Daniel Drew, an engineering student at the University of California, Berkeley, found himself inspired to study miniature robots from the science fiction he devoured as a child.
Miniature robots inspired by insects could someday be used to search confined spaces for survivors after a disaster, monitor air quality and even fill in as pollinators for real-life insects that have been wiped out of an area.
"Imagine a world where we could tap into the sensory input of every single insect on Earth," Drew said. "That's the kind of high-resolution data we can get."
But as well as these bioinspired prototypes seemed likely to work, Drew said, they ran into a problem that their real-life inspirations didn't face—energy. Unlike an insect, a miniature robot needs a source of power, and that usually means a battery of some kind. But batteries can only get so small, and putting a larger, more powerful battery on a microrobot means the entire robot needs to get larger, defeating the purpose.
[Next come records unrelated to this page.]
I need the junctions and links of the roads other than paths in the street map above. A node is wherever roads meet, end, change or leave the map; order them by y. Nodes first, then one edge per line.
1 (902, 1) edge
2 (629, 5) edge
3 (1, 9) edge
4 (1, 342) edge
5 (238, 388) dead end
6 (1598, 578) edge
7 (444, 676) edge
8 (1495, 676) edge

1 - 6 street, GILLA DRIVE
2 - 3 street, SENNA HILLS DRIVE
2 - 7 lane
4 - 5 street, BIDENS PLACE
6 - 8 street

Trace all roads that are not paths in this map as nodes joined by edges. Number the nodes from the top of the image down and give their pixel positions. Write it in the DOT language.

Drew said his adviser, however, thought a vintage solution might solve this modern dilemma—ion thrusters. Dating back to the experiments of rocket pioneer Robert Goddard, these engines exploit the simple electrostatic effect familiar to most people who’ve pulled socks stuck together out of the dryer. In essence, ion propulsion works by shooting an electron into a chamber filled with a gas of some kind. When it hits an atom of the gas, that electron knocks an electron off the atom, making it positively charged. A negatively charged grid near the end of the chamber then draws that atom out of the thruster. The force of that atom flying out the thruster propels its craft forward.
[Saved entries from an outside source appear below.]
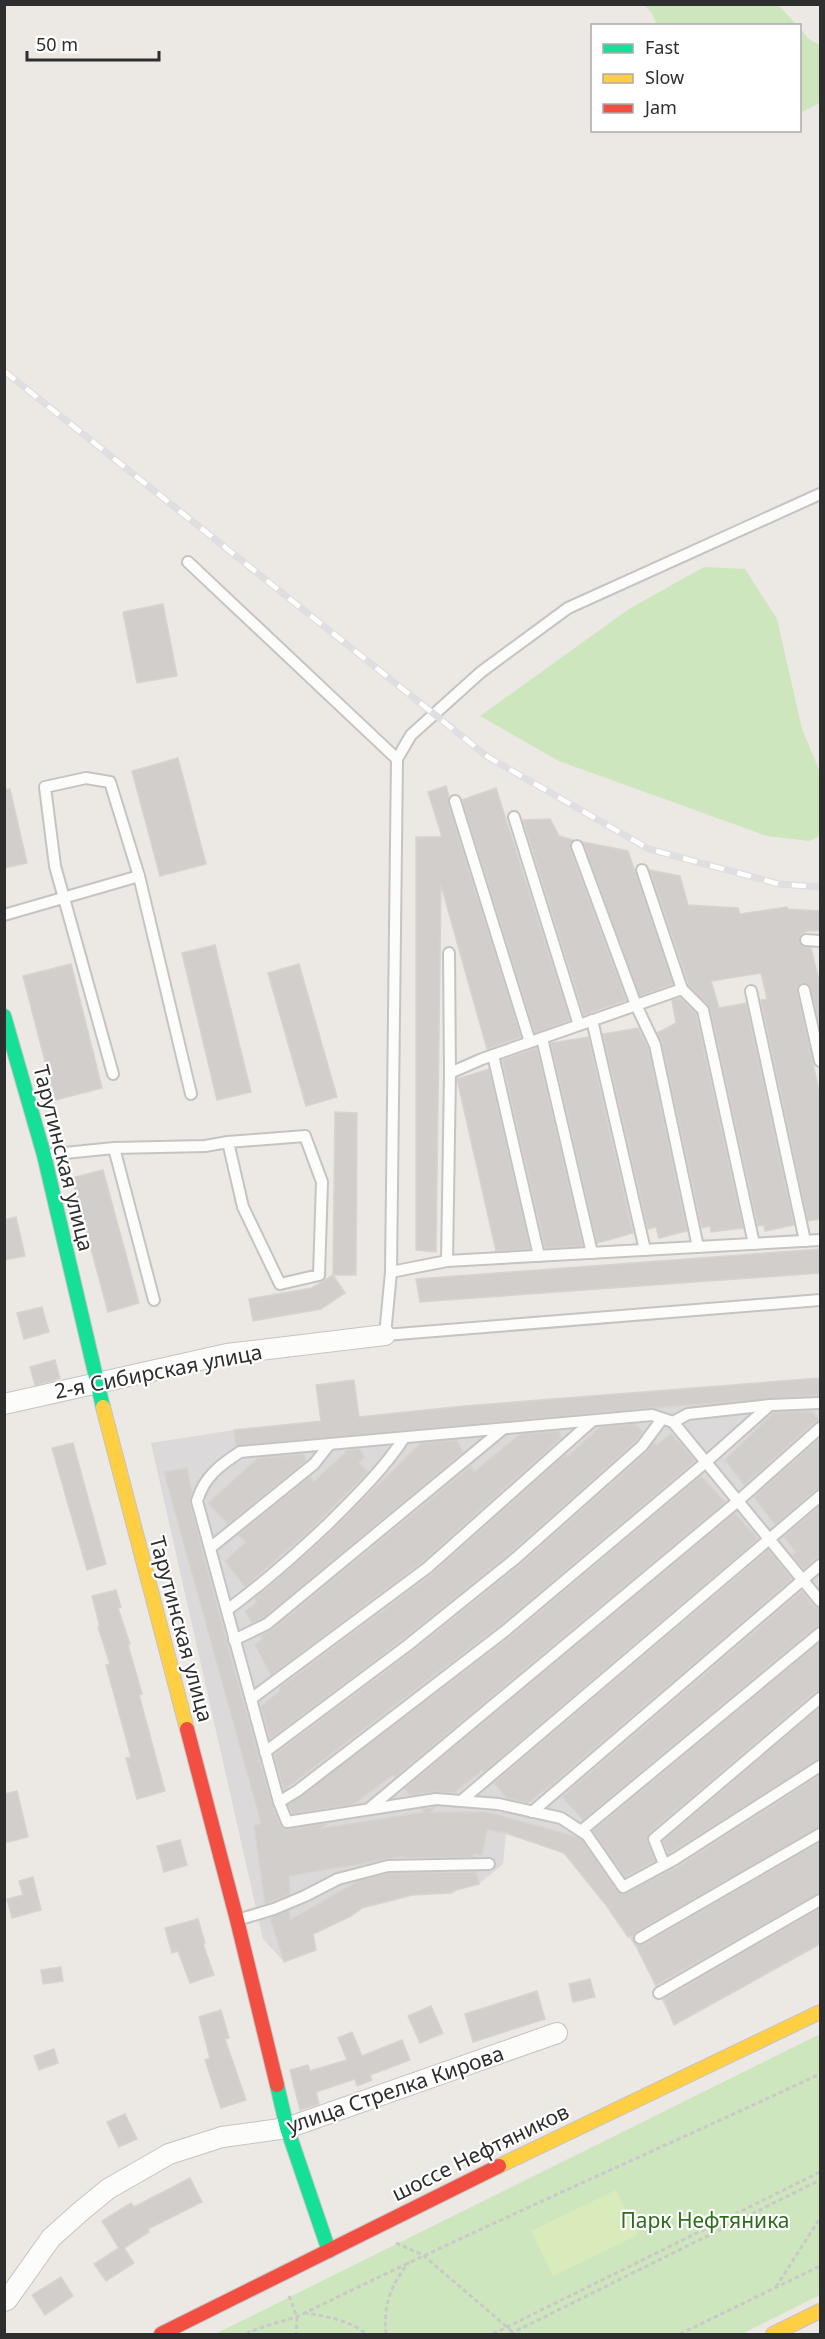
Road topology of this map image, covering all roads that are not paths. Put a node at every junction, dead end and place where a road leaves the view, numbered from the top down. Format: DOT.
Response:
graph roads {
  1 [pos="820,494"];
  2 [pos="188,562"];
  3 [pos="397,759"];
  4 [pos="455,801"];
  5 [pos="514,817"];
  6 [pos="577,846"];
  7 [pos="642,870"];
  8 [pos="139,876"];
  9 [pos="66,897"];
  10 [pos="4,915"];
  11 [pos="806,940"];
  12 [pos="820,941"];
  13 [pos="449,953"];
  14 [pos="682,989"];
  15 [pos="804,990"];
  16 [pos="751,991"];
  17 [pos="636,1005"];
  18 [pos="4,1016"];
  19 [pos="592,1020"];
  20 [pos="579,1025"];
  21 [pos="542,1038"];
  22 [pos="530,1042"];
  23 [pos="493,1055"];
  24 [pos="820,1061"];
  25 [pos="450,1073"];
  26 [pos="113,1074"];
  27 [pos="191,1094"];
  28 [pos="228,1142"];
  29 [pos="114,1148"];
  30 [pos="44,1155"];
  31 [pos="820,1240"];
  32 [pos="805,1241"];
  33 [pos="754,1244"];
  34 [pos="698,1247"];
  35 [pos="645,1250"];
  36 [pos="592,1253"];
  37 [pos="540,1256"];
  38 [pos="447,1261"];
  39 [pos="391,1272"];
  40 [pos="153,1300"];
  41 [pos="820,1300"];
  42 [pos="385,1335"];
  43 [pos="96,1382"];
  44 [pos="820,1403"];
  45 [pos="4,1404"];
  46 [pos="770,1405"];
  47 [pos="668,1420"];
  48 [pos="593,1421"];
  49 [pos="820,1428"];
  50 [pos="504,1429"];
  51 [pos="404,1438"];
  52 [pos="329,1444"];
  53 [pos="706,1462"];
  54 [pos="820,1496"];
  55 [pos="738,1501"];
  56 [pos="769,1539"];
  57 [pos="210,1548"];
  58 [pos="820,1565"];
  59 [pos="803,1580"];
  60 [pos="820,1601"];
  61 [pos="226,1610"];
  62 [pos="820,1633"];
  63 [pos="234,1640"];
  64 [pos="820,1698"];
  65 [pos="251,1699"];
  66 [pos="265,1752"];
  67 [pos="820,1766"];
  68 [pos="461,1801"];
  69 [pos="279,1802"];
  70 [pos="369,1809"];
  71 [pos="532,1812"];
  72 [pos="581,1831"];
  73 [pos="820,1834"];
  74 [pos="489,1864"];
  75 [pos="664,1864"];
  76 [pos="820,1900"];
  77 [pos="237,1920"];
  78 [pos="640,1938"];
  79 [pos="659,1993"];
  80 [pos="820,2012"];
  81 [pos="557,2033"];
  82 [pos="287,2128"];
  83 [pos="329,2251"];
  84 [pos="4,2301"];
  85 [pos="819,2316"];
  86 [pos="161,2334"];
  87 [pos="773,2334"];
  1 -- 3 [label="lane"];
  2 -- 3 [label="lane"];
  3 -- 39 [label="lane"];
  4 -- 22 [label="lane"];
  5 -- 20 [label="lane"];
  6 -- 17 [label="lane"];
  7 -- 14 [label="lane"];
  8 -- 9 [label="lane"];
  8 -- 9 [label="lane"];
  8 -- 27 [label="lane"];
  9 -- 10 [label="lane"];
  9 -- 26 [label="lane"];
  11 -- 12 [label="lane"];
  13 -- 25 [label="lane"];
  14 -- 17 [label="lane"];
  14 -- 33 [label="lane"];
  15 -- 24 [label="lane"];
  16 -- 32 [label="lane"];
  17 -- 19 [label="lane"];
  17 -- 34 [label="lane"];
  18 -- 30 [label="street, Тарутинская улица"];
  19 -- 20 [label="lane"];
  19 -- 35 [label="lane"];
  20 -- 21 [label="lane"];
  21 -- 22 [label="lane"];
  21 -- 36 [label="lane"];
  22 -- 23 [label="lane"];
  23 -- 25 [label="lane"];
  23 -- 37 [label="lane"];
  25 -- 38 [label="lane"];
  28 -- 28 [label="lane"];
  28 -- 29 [label="lane"];
  29 -- 30 [label="lane"];
  29 -- 40 [label="lane"];
  30 -- 43 [label="street, Тарутинская улица"];
  31 -- 32 [label="lane"];
  32 -- 33 [label="lane"];
  33 -- 34 [label="lane"];
  34 -- 35 [label="lane"];
  35 -- 36 [label="lane"];
  36 -- 37 [label="lane"];
  37 -- 38 [label="lane"];
  38 -- 39 [label="lane"];
  39 -- 42 [label="lane"];
  41 -- 42 [label="lane"];
  42 -- 43 [label="street, 2-я Сибирская улица"];
  43 -- 45 [label="street, 2-я Сибирская улица"];
  43 -- 77 [label="street, Тарутинская улица"];
  44 -- 46 [label="lane"];
  46 -- 47 [label="lane"];
  46 -- 53 [label="lane"];
  47 -- 48 [label="lane"];
  47 -- 53 [label="lane"];
  47 -- 66 [label="lane"];
  48 -- 50 [label="lane"];
  48 -- 65 [label="lane"];
  49 -- 55 [label="lane"];
  50 -- 51 [label="lane"];
  50 -- 63 [label="lane"];
  51 -- 52 [label="lane"];
  51 -- 61 [label="lane"];
  52 -- 57 [label="lane"];
  52 -- 57 [label="lane"];
  53 -- 55 [label="lane"];
  53 -- 69 [label="lane"];
  54 -- 56 [label="lane"];
  55 -- 56 [label="lane"];
  55 -- 70 [label="lane"];
  56 -- 59 [label="lane"];
  56 -- 68 [label="lane"];
  57 -- 61 [label="lane"];
  58 -- 59 [label="lane"];
  59 -- 60 [label="lane"];
  59 -- 71 [label="lane"];
  61 -- 63 [label="lane"];
  62 -- 72 [label="lane"];
  63 -- 65 [label="lane"];
  64 -- 75 [label="lane"];
  65 -- 66 [label="lane"];
  66 -- 69 [label="lane"];
  67 -- 75 [label="lane"];
  68 -- 70 [label="lane"];
  68 -- 71 [label="lane"];
  69 -- 70 [label="lane"];
  71 -- 72 [label="lane"];
  72 -- 75 [label="lane"];
  73 -- 78 [label="lane"];
  74 -- 77 [label="lane"];
  76 -- 79 [label="lane"];
  77 -- 82 [label="street, Тарутинская улица"];
  80 -- 83 [label="street, шоссе Нефтяников"];
  81 -- 82 [label="street, улица Стрелка Кирова"];
  82 -- 83 [label="street, Тарутинская улица"];
  82 -- 84 [label="street, улица Стрелка Кирова"];
  83 -- 86 [label="street, шоссе Нефтяников"];
  85 -- 87 [label="street"];
}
That force is as small as an atom, however, and ion thrusters pale compared to the power of fuel or battery powered engines. Attempts to scale up ion thrusters to make them like the engines in Star Wars or even work with hoverboards have been unsuccessful because of how weak the force is. Ion engines have been relegated to the vacuum of space, where satellites using them face no resistance from air and efficiency matters more than speed.
But Drew realized that for all their faults on the macroscale, ion thrusters could work wonders on the microscale.
He designed small-scale versions of ion thrusters, and began working to integrate them into miniature robots. These "ionocraft" are roughly half an inch square, and fly via a tether. Future versions might use tiny on-board batteries to get up to 10 minutes of flight, and Drew hopes to see them become even more efficient. He demonstrated one of his robots at a conference last month in Montreal, Canada. Currently, the craft can’t be steered, but Drew and his team are able to control its altitude, making it akin to a basic quadcopter with its four engines, he says. With its lack of moving parts and silent propulsion, Drew says that onlookers have described the ionocraft as “spooky” and “like a UFO.”
Drew is now working to improve the thrust on his microrobots to make them move faster and more powerfully, as well as thinking about how these ionocraft will be steered one day and even how humans will interact with them psychologically as these devices start to enter everyday life. He envisions VR simulations that would pair humans with a swarm of these microrobots that one could encounter.
"Microrobotics is such a young field," Drew said. "You have to push on every aspect of it to make progress."
An earlier version of this article incorrectly stated that the ionocraft fly via battery. Currently, the craft are tethered to a power source, but future versions may use battery power. Smithsonian.com regrets the error.